Problem to solve -> Your reply should be a faithful copy of the records below, free of pictures.

((

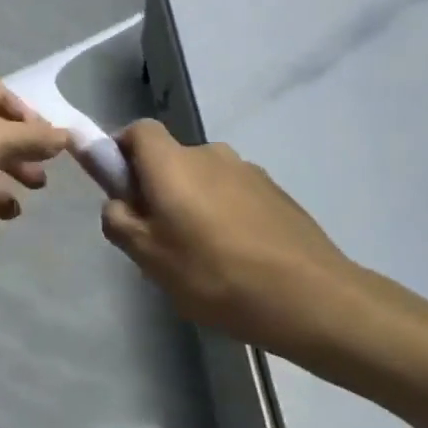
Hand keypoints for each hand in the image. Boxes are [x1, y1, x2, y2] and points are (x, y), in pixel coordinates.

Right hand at [101, 120, 368, 354]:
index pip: (138, 131)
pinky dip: (224, 214)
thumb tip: (118, 202)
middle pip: (171, 159)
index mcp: (174, 163)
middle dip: (157, 188)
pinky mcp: (276, 193)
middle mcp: (210, 154)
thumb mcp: (149, 257)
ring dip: (193, 203)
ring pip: (204, 179)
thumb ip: (119, 220)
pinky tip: (235, 257)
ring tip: (201, 255)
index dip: (121, 151)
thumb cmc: (214, 274)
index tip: (119, 189)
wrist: (309, 296)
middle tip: (158, 238)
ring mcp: (248, 171)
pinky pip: (233, 194)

))

Solution for this problem ->
Hand keypoints for each hand in the image. Boxes are [x1, y1, x2, y2] and points are (x, y), in pixel coordinates.

Right hand at [101, 120, 368, 354]:
index pip: (138, 131)
pinky dip: (224, 214)
thumb tip: (118, 202)
middle pip: (171, 159)
index mcp: (174, 163)
middle dip: (157, 188)
pinky mcp: (276, 193)
middle mcp: (210, 154)
thumb mcp: (149, 257)
ring dip: (193, 203)
ring pip: (204, 179)
thumb ip: (119, 220)
pinky tip: (235, 257)
ring tip: (201, 255)
index dip: (121, 151)
thumb cmc: (214, 274)
index tip: (119, 189)
wrist: (309, 296)
middle tip: (158, 238)
ring mcp: (248, 171)
pinky pip: (233, 194)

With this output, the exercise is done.